Definindo metas pessoais com muita inveja

Quero dar um basta a todas aquelas frases feitas, que dizem que inveja é uma M.., que é um sentimento pobre…Sei lá… Quem foi que começou com esta segregação sentimental? Você sente inveja de alguém, não sente? É claro que sim! Você é um ser humano. Todos os seres humanos vêm com estes defeitinhos de fábrica.

Inveja é que nem careca – quanto mais se disfarçar e se enganar, dizendo que ela não existe, mais aparente fica. Um careca será muito mais aceito pelo grupo dos metaleiros cabeludos se assumir honrosamente a sua lustrosa cabeça – talvez até criando um estilo próprio de careca.

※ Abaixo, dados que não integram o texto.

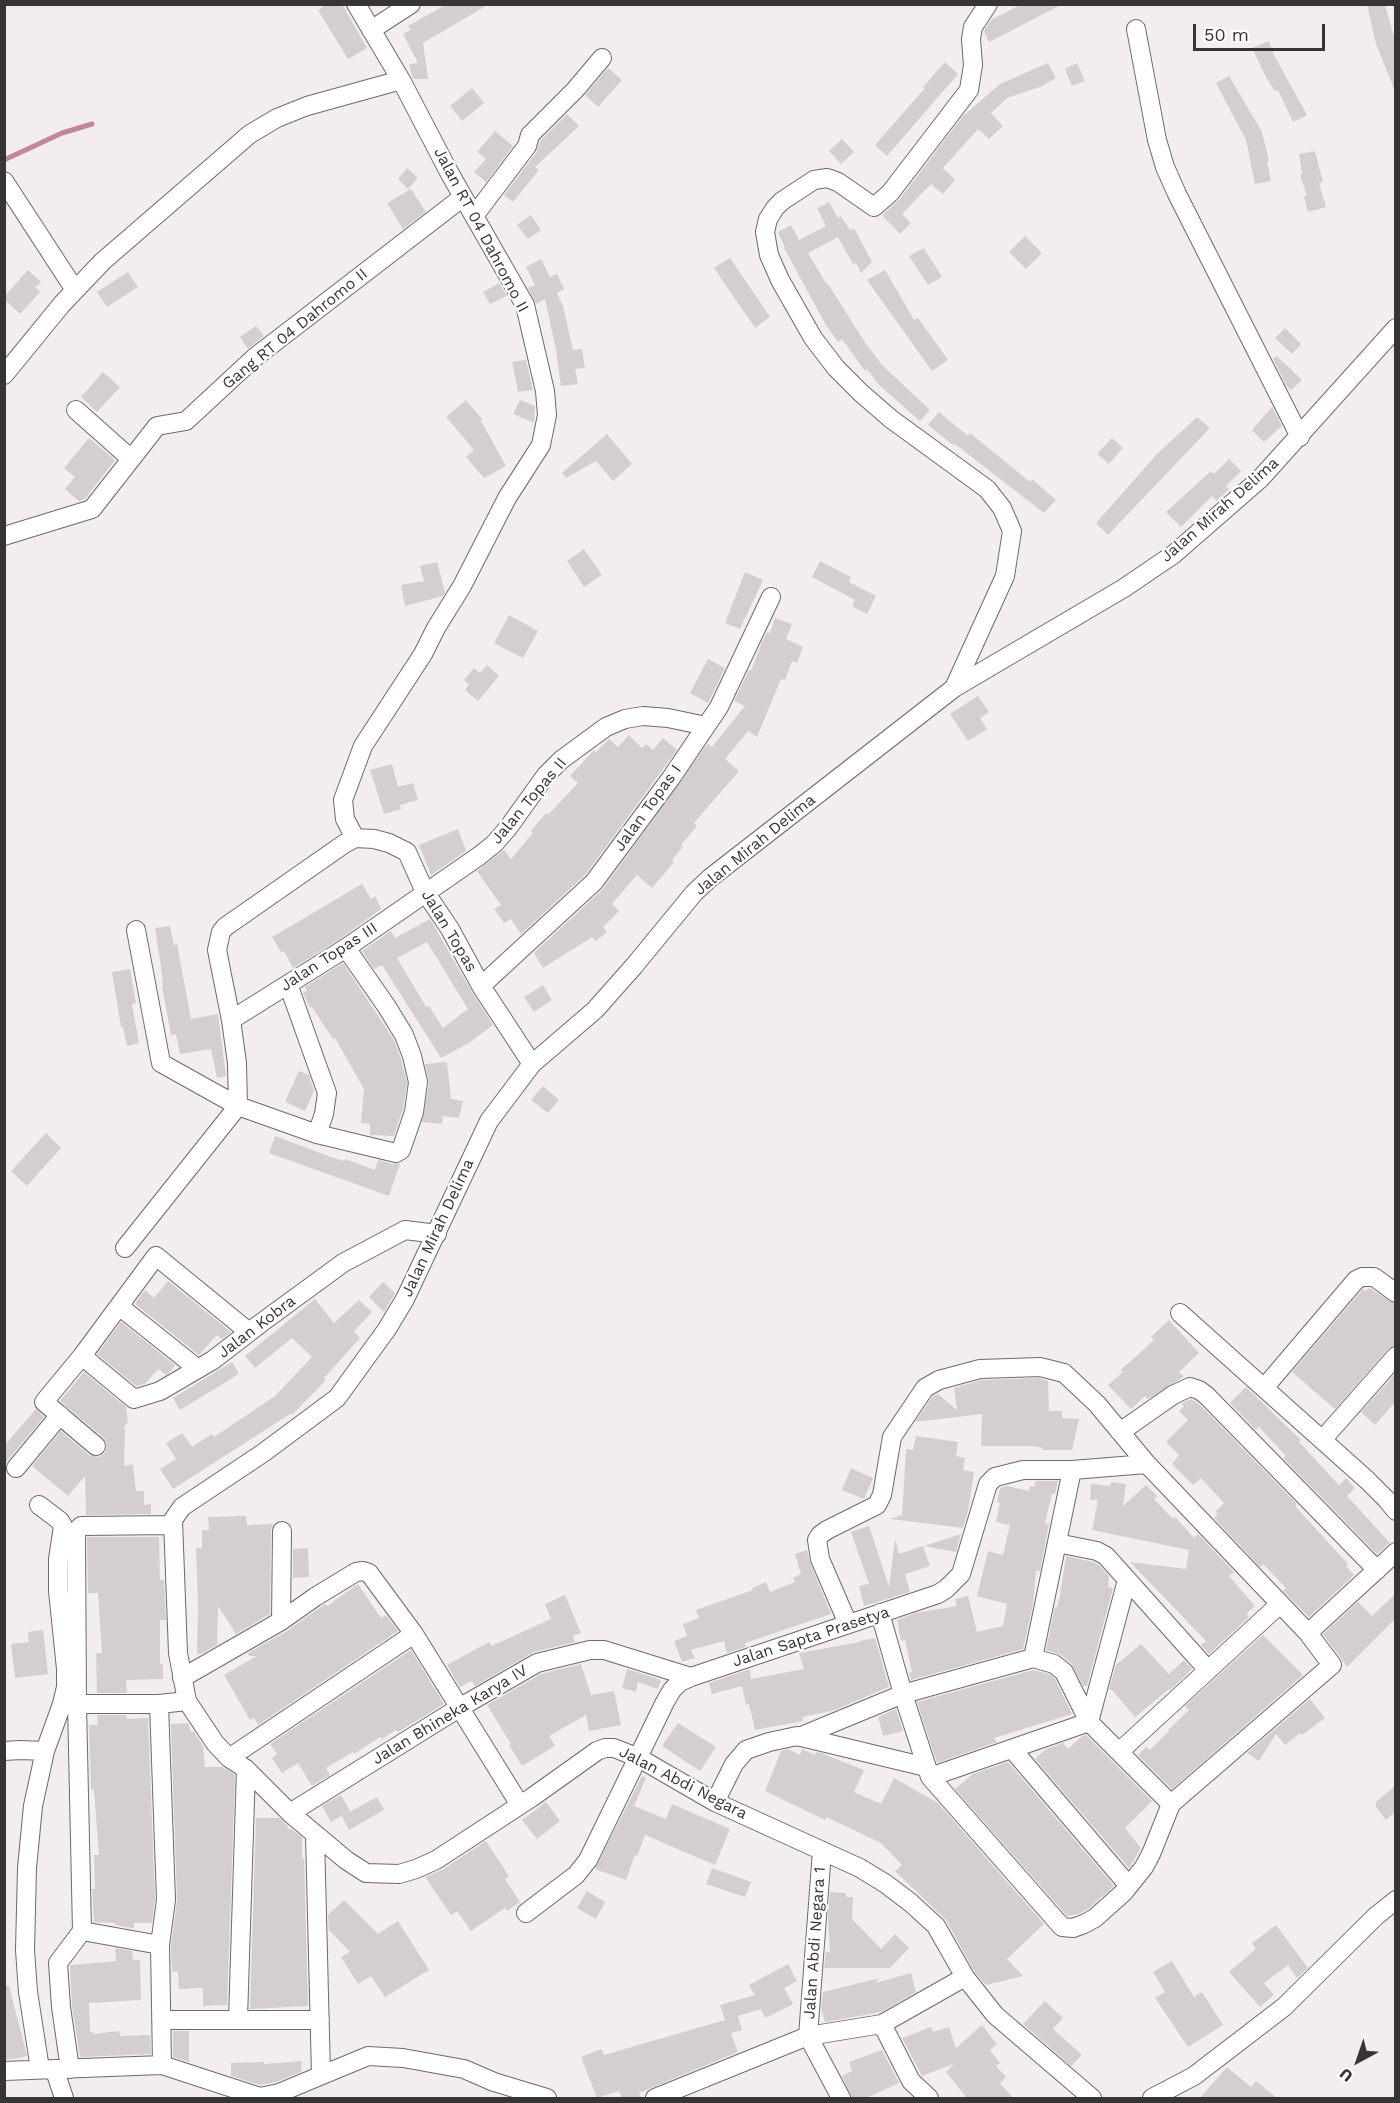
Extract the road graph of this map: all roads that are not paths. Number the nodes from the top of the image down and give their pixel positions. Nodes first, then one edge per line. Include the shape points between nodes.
1 (356, 4) edge
2 (411, 4) edge
3 (987, 4) edge
4 (1136, 29) dead end
5 (371, 30) junction
6 (602, 58) dead end
7 (402, 80) junction
8 (4, 180) edge
9 (463, 197) junction
10 (474, 216) junction
11 (75, 290) junction
12 (1395, 328) edge
13 (4, 375) edge
14 (76, 410) dead end
15 (1299, 437) junction
16 (130, 458) junction
17 (4, 536) edge
18 (771, 597) dead end
19 (954, 688) junction
20 (706, 726) junction
21 (349, 841) junction
22 (425, 892) junction
23 (136, 930) dead end
24 (346, 948) junction
25 (288, 984) junction
26 (481, 986) junction
27 (231, 1020) junction
28 (532, 1064) junction
29 (238, 1106) junction
30 (317, 1134) junction
31 (437, 1234) junction
32 (125, 1248) dead end
33 (1395, 1293) edge
34 (119, 1306) junction
35 (1180, 1313) dead end
36 (249, 1332) junction
37 (82, 1356) junction
38 (1395, 1356) edge
39 (198, 1369) junction
40 (1264, 1388) junction
41 (60, 1415) junction
42 (1120, 1432) junction
43 (1322, 1440) junction
44 (96, 1446) dead end
45 (1147, 1464) junction
46 (16, 1468) dead end
47 (1072, 1470) junction
48 (39, 1505) dead end
49 (1395, 1511) edge
50 (174, 1519) junction
51 (282, 1531) dead end
52 (1057, 1543) junction
53 (1395, 1552) edge
54 (1377, 1570) junction
55 (1127, 1580) junction
56 (1280, 1604) junction
57 (880, 1614) junction
58 (281, 1621) junction
59 (848, 1624) junction
60 (1308, 1633) junction
61 (414, 1634) junction
62 (1033, 1658) junction
63 (1208, 1670) junction
64 (691, 1677) junction
65 (182, 1678) junction
66 (903, 1695) junction
67 (187, 1701) junction
68 (77, 1704) junction
69 (159, 1704) junction
70 (459, 1708) junction
71 (1089, 1722) junction
72 (800, 1737) junction
73 (1012, 1749) junction
74 (4, 1751) edge
75 (45, 1751) junction
76 (1119, 1752) junction
77 (229, 1758) junction
78 (639, 1758) junction
79 (246, 1769) junction
80 (928, 1772) junction
81 (715, 1802) junction
82 (1171, 1804) junction
83 (520, 1805) junction
84 (290, 1813) junction
85 (315, 1835) junction
86 (822, 1851) junction
87 (1129, 1886) junction
88 (1395, 1900) edge
89 (526, 1913) dead end
90 (82, 1931) junction
91 (160, 1945) junction
92 (965, 1977) junction
93 (238, 2019) junction
94 (162, 2020) junction
95 (320, 2020) junction
96 (882, 2024) junction
97 (808, 2036) junction
98 (162, 2065) junction
99 (55, 2070) junction
100 (4, 2071) edge
101 (321, 2074) junction
102 (64, 2098) edge
103 (547, 2098) edge
104 (656, 2098) edge
105 (841, 2098) edge
106 (928, 2098) edge
107 (1092, 2098) edge
108 (1152, 2098) edge

1 - 5 street, Jalan RT 04 Dahromo II
2 - 5 street
3 - 19 street via 973,27 969,90 890,193 874,207 838,182 827,178 814,180 775,208 765,232 769,255 780,280 830,360 891,419 987,489 1002,508 1012,531 1005,576
4 - 15 street via 1165,167
5 - 7 street, Jalan RT 04 Dahromo II
6 - 10 street via 530,135
7 - 9 street, Jalan RT 04 Dahromo II
7 - 11 street via 307,106 250,134 103,261
8 - 11 street
9 - 10 street, Jalan RT 04 Dahromo II
9 - 16 street, Gang RT 04 Dahromo II via 254,358 186,421 157,426
10 - 21 street, Jalan RT 04 Dahromo II via 525,305 547,416 540,445 507,498 462,586 363,746 343,800
11 - 13 street
12 - 15 street, Jalan Mirah Delima
14 - 16 street
15 - 19 street, Jalan Mirah Delima via 1260,479 1174,554 1124,588
16 - 17 street, Gang RT 04 Dahromo II via 92,509
18 - 20 street, Jalan Topas I via 719,707
19 - 28 street, Jalan Mirah Delima via 710,878 595,1010
20 - 22 street, Jalan Topas II via 643,716 606,727 554,767 494,844
20 - 26 street, Jalan Topas I via 594,882
21 - 22 street, Jalan Topas via 374,839 407,852
21 - 27 street via 221,932 217,951
22 - 24 street, Jalan Topas III
22 - 26 street, Jalan Topas via 450,928
23 - 29 street via 160,1063
24 - 25 street, Jalan Topas III
24 - 30 street via 404,1035 418,1082 414,1112 396,1153
25 - 27 street, Jalan Topas III
25 - 30 street via 327,1094
26 - 28 street, Jalan Topas
27 - 29 street
28 - 31 street, Jalan Mirah Delima via 489,1120
29 - 30 street
29 - 32 street
31 - 36 street, Jalan Kobra via 405,1230 343,1263
31 - 50 street, Jalan Mirah Delima via 399,1309 337,1398 198,1496
33 - 40 street via 1374,1277 1356,1280
34 - 36 street via 156,1256
34 - 37 street
34 - 39 street
35 - 40 street
36 - 39 street, Jalan Kobra
37 - 39 street, Jalan Kobra via 134,1399 159,1391
37 - 41 street via 44,1402
38 - 43 street
40 - 43 street
41 - 44 street
41 - 46 street
42 - 45 street
42 - 54 street via 1173,1395 1190,1387 1199,1390
42 - 59 street via 1097,1404 1057,1370 980,1369 925,1388 892,1437 877,1506 827,1530 817,1540 820,1559
43 - 49 street
45 - 47 street, Jalan Sapta Prasetya
45 - 56 street
47 - 52 street
47 - 57 street, Jalan Sapta Prasetya via 1023,1470 995,1477 988,1484 961,1574 955,1582 939,1594
48 - 75 street via 63,1526 58,1591 66,1687
50 - 65 street
50 - 68 street via 81,1526 76,1531
51 - 58 street
52 - 55 street via 1097,1551
52 - 62 street
53 - 54 street
54 - 60 street
55 - 63 street
55 - 71 street
56 - 60 street
56 - 63 street
57 - 59 street, Jalan Sapta Prasetya
57 - 66 street
58 - 61 street via 363,1571 369,1573
58 - 65 street
59 - 64 street, Jalan Sapta Prasetya
60 - 82 street via 1332,1665
61 - 70 street
61 - 77 street
62 - 66 street
62 - 71 street via 1054,1664 1064,1672
63 - 76 street
64 - 70 street, Jalan Bhineka Karya IV via 604,1650 590,1650 537,1663
64 - 78 street, Jalan Sapta Prasetya via 668,1695
65 - 67 street
66 - 72 street
66 - 80 street
67 - 69 street
67 - 77 street, Jalan Abdi Negara
68 - 69 street
68 - 90 street
69 - 91 street via 166,1900
70 - 83 street
70 - 84 street, Jalan Bhineka Karya IV
71 - 73 street
71 - 76 street
72 - 80 street
72 - 81 street via 746,1750 734,1764
73 - 80 street
73 - 87 street
74 - 75 street
75 - 99 street via 33,1806 25,1950 34,2039
76 - 82 street
77 - 79 street, Jalan Abdi Negara
78 - 81 street, Jalan Abdi Negara
78 - 83 street, Jalan Abdi Negara via 614,1748 597,1751
78 - 89 street, Jalan Sapta Prasetya via 588,1860 576,1875
79 - 84 street, Jalan Abdi Negara
79 - 93 street
80 - 87 street via 1062,1927 1073,1928 1095,1918
81 - 86 street, Jalan Abdi Negara
82 - 87 street via 1151,1854
83 - 85 street, Jalan Abdi Negara via 436,1860 399,1874 366,1873
84 - 85 street, Jalan Abdi Negara
85 - 95 street
86 - 92 street, Jalan Abdi Negara via 860,1868 911,1902 936,1926
86 - 97 street, Jalan Abdi Negara 1
88 - 108 street via 1284,2007 1194,2076
90 - 91 street
90 - 99 street via 58,1963 61,2007
91 - 94 street
92 - 96 street
92 - 107 street, Jalan Abdi Negara via 995,2015
93 - 94 street
93 - 95 street
94 - 98 street
95 - 101 street
96 - 97 street
96 - 106 street via 911,2081
97 - 104 street
97 - 105 street
98 - 99 street
98 - 101 street via 260,2097
99 - 100 street
99 - 102 street
101 - 103 street via 368,2056 403,2058 464,2070

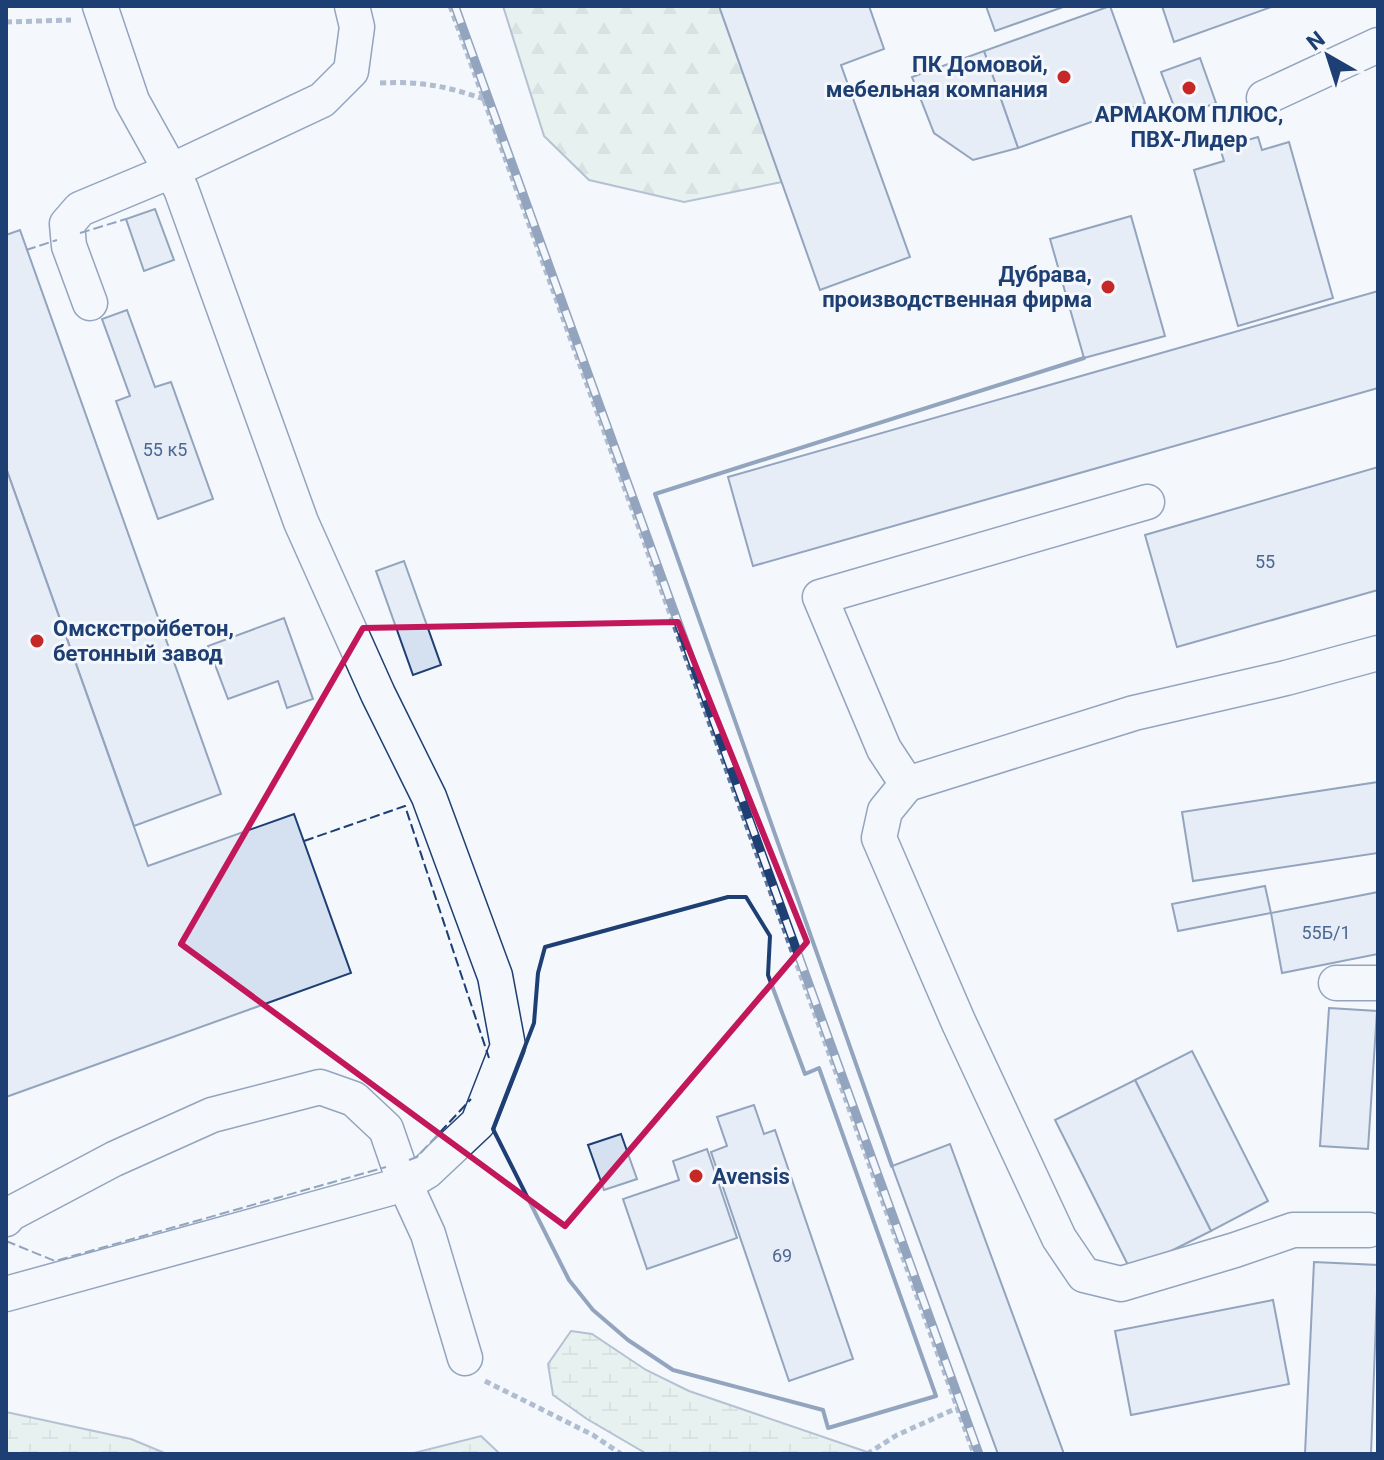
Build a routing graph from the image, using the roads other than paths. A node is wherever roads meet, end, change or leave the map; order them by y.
1 (352, 6) edge
2 (102, 12) edge
3 (1378, 45) edge
4 (1264, 98) dead end
5 (171, 171) junction
6 (90, 303) dead end
7 (1147, 502) dead end
8 (1378, 653) edge
9 (907, 784) junction
10 (1336, 983) dead end
11 (1378, 983) edge
12 (405, 1184) junction
13 (6, 1219) edge
14 (1369, 1230) dead end
15 (6, 1294) edge
16 (465, 1358) road end

1 - 5 lane
2 - 5 lane
3 - 4 lane
5 - 6 lane
5 - 12 lane
7 - 9 lane
8 - 9 lane
9 - 14 lane
10 - 11 lane
12 - 13 lane
12 - 15 lane
12 - 16 lane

Todas as características humanas devem ser vistas como dádivas divinas, e a inveja (assim como a careca) merece respeito, viu? O problema é a maneira como as pessoas lidam com este sentimento. Geralmente eu vejo aquele povinho sem graça, que jura por tudo na vida que não sente inveja de ninguém, e aquele outro grupinho que fica se roendo de inveja, com olhares cortantes e maldizeres para a pessoa invejada.

O mundo só cresceu por causa da inveja. Manoel tem inveja do vizinho que acabou de comprar um Porsche (caramba!). Só assim, o cara começou a trabalhar dobrado em sua empresa, para não se sentir por baixo. Manoel quer comprar logo uma Ferrari, para matar o seu vizinho de inveja! Por que ele quer fazer isto? Por pura vingança! Há! Há! Há!

Viva a inveja! Aceite este sentimento nobre como um forte aliado para seu sucesso na vida. Aprenda a se relacionar com esta raiva interna! Se você tem inveja de alguém que fez ou conseguiu algo que você gostaria de ter ou fazer, é sinal de que alguma coisa está errada na sua vida. A inveja é um aliado que o tira do marasmo, lembrando que você precisa se mexer mais para alcançar seus objetivos. É por isso, que o sentimento é ruim. Ele espelha uma frustração por alguma coisa que você não está conseguindo.

Você queria ser jogador de um grande time de futebol, e desistiu. Então, você vê na televisão que seu amigo de escolinha de esportes, Gilvanildo, vai jogar na seleção brasileira. Cara! Você finge que não, mas se morde de inveja. O problema é que o seu ex-colega de escolinha não desistiu. Você, sim.

A inveja pode ser encarada de forma depressiva, corroendo a sua auto- confiança e auto-estima, sempre lembrando de tudo o que você deixou inacabado na vida, ou pode ser encarada de forma positiva, gerando metas de qualidade pessoal e mostrando os caminhos por onde ir.

Imagine que dentro de sua empresa, você e o Zé lá do escritório, após cinco anos na mesma função, estão concorrendo por uma promoção. O chefe de vocês entra na sala, e diz que o Zé é o novo promovido da empresa. O seu sorriso fica amarelo e dissimulado, seu peito aperta de raiva, e você jura que está sendo injustiçado pelo seu chefe.

Mas, afinal, por que o Zé foi escolhido? Este é o melhor da inveja. Ela acabou de mostrá-lo que o Zé fez alguma coisa a mais do que você. Analise o Zé, de forma crítica, e veja o que foi, em suas táticas de marketing pessoal ou sua forma de trabalhar, que fez a diferença. Use o seu novo supervisor, o Zé, como uma meta a ser atingida. Aliás, faça ainda melhor: Atinja esta meta! Quando você não sentir mais inveja do Zé, você conseguiu chegar onde queria!

E vamos combinar o seguinte: a partir de agora, “A inveja é uma fada”!